-- DATASET --
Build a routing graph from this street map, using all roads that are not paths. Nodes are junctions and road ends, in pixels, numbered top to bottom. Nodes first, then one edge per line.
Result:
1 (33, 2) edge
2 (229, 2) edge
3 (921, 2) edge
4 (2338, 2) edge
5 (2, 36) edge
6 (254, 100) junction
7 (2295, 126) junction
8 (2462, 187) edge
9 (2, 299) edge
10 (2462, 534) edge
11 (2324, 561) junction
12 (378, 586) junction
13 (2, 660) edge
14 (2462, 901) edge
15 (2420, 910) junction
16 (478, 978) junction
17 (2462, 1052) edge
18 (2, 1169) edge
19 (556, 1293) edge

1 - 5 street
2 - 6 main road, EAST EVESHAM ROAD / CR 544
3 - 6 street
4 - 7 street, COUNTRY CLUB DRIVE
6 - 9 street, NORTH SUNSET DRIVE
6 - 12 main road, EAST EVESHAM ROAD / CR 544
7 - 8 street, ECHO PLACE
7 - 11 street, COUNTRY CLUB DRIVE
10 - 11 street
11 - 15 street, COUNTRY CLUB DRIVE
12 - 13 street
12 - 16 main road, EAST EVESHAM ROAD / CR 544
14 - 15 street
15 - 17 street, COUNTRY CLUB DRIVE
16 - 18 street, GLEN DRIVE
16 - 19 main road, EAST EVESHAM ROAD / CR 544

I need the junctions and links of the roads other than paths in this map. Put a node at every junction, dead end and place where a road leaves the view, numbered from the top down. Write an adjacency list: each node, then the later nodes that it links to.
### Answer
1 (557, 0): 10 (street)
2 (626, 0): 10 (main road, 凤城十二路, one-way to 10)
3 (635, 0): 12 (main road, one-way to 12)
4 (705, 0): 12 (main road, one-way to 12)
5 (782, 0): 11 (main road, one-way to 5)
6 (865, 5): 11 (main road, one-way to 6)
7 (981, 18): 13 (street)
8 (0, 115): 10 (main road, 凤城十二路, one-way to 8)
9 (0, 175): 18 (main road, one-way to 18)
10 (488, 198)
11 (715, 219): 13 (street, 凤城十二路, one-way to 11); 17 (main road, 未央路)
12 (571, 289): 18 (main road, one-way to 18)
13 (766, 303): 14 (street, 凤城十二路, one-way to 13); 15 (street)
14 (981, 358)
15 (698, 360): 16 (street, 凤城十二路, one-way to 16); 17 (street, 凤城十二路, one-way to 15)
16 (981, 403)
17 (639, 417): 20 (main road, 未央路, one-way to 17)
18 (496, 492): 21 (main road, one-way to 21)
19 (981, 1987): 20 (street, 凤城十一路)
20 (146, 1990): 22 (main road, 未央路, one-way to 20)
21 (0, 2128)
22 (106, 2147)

-- ASSIGNMENT --
Your answer must be every line from the entries that contains the string "numbered", copied as it stands.

-- ANSWER SPACE --
Build a routing graph from this street map, using all roads that are not paths. Nodes are junctions and road ends, in pixels, numbered top to bottom. Nodes first, then one edge per line.
I need the junctions and links of the roads other than paths in this map. Put a node at every junction, dead end and place where a road leaves the view, numbered from the top down. Write an adjacency list: each node, then the later nodes that it links to.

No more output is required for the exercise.